Being a relative newbie to Julia, I started looking into Documenter.jl with the idea in mind of adding or annexing a KWIC index builder. I think I’m going to do some more research on KWIC and some trial and error on processing an .md file into a sqlite database for building/maintaining a KWIC index.
A documentation style guide is a good idea I think. A simple set of ground rules to follow. Not everyone (myself included) really knows how to write good documentation. That link @tim.holy posted is great.
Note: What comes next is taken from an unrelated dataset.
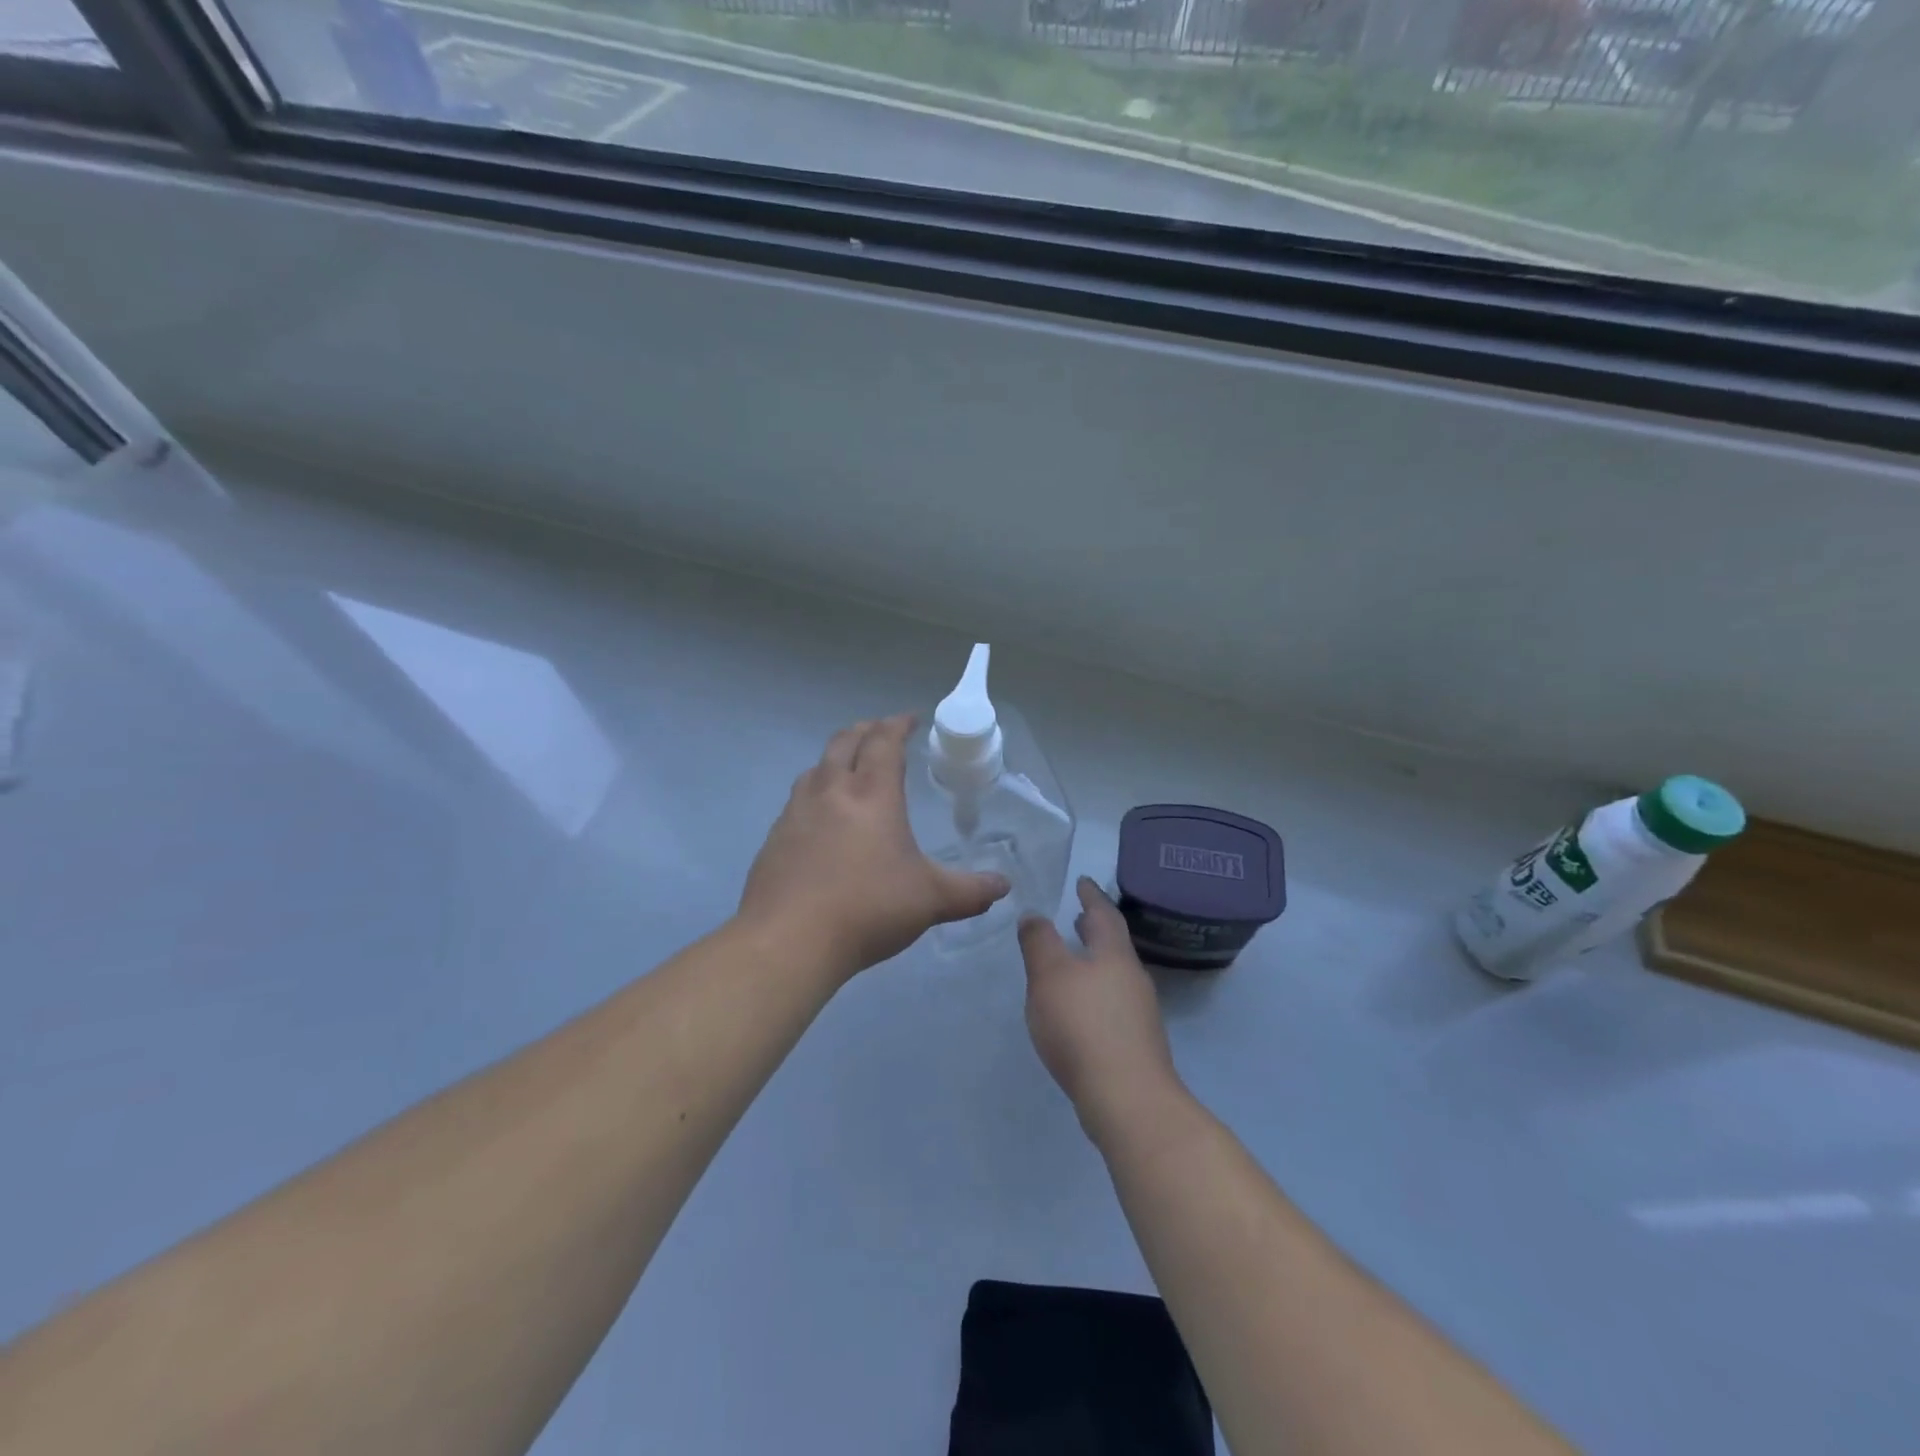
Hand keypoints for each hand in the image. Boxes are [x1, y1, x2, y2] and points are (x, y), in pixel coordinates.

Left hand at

I don’t know if this is any easier task, but JOSS article may give the extra motivation needed for some package authors. For example, if you work in a University and you have some personal KPIs to create scientific publications. (Unfortunately, the journal classification system in Finland puts JOSS papers in the lowest quality group at the moment.)
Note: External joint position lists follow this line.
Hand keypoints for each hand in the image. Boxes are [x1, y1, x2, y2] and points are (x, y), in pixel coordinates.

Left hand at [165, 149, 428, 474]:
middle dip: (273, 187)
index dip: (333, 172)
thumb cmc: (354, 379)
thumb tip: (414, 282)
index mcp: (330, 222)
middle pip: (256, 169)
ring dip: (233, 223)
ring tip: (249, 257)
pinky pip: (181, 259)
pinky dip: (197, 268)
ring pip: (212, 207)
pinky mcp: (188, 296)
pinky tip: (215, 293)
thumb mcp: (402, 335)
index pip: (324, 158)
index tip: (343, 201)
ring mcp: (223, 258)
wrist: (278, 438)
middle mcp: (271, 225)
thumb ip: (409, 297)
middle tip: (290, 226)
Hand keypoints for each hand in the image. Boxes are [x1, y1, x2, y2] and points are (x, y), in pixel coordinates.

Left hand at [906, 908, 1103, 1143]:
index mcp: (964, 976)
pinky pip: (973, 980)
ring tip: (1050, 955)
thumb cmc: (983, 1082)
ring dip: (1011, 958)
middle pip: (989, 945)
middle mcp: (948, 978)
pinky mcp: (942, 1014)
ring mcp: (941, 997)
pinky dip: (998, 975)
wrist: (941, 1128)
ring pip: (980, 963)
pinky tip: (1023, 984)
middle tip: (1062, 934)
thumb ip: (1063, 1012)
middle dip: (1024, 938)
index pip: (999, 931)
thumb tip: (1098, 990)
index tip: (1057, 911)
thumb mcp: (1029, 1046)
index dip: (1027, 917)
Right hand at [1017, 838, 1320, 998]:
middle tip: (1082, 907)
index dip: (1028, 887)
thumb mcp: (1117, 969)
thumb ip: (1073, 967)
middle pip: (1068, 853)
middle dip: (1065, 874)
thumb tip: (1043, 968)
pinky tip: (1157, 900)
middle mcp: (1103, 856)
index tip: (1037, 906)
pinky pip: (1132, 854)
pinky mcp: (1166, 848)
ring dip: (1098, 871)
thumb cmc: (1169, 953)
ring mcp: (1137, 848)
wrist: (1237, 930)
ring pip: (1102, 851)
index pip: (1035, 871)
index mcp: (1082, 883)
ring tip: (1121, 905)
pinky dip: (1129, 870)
I am not sure I understand how this would help get better documentation. Instead of writing docs because JOSS requires it, one might as well just write docs and be done with it. It’s a much less effort (consider the fixed cost of going though peer review, however benign) for a marginally lower payoff (in a lot of fields, it is a much better strategy to use a new algorithm in a paper, then ask users to cite that paper).
The bottom line is pretty much that docs get written when the authors feel that the project is mature enough to worth the investment.
All the Julia community can do is lower the barrier to entry by making docs generation and deployment as simple as possible. Thanks to the dedicated effort of the maintainers of Documenter.jl and related libraries, it is pretty low already (I would say 15–30 min the first time you set it up, then a couple of minutes per package after that, especially when using package template generators).
After more digging and investigating, I would have say that the Julia documentation is lacking in complete definitions and examples.
Specifically, I tripped across a statement in the split function that read “if r != 0:-1 …”. I have spent about 3 hours trying to find a reference that explains the “0:-1”. I have tried testing it in REPL, but it always seems to come back true.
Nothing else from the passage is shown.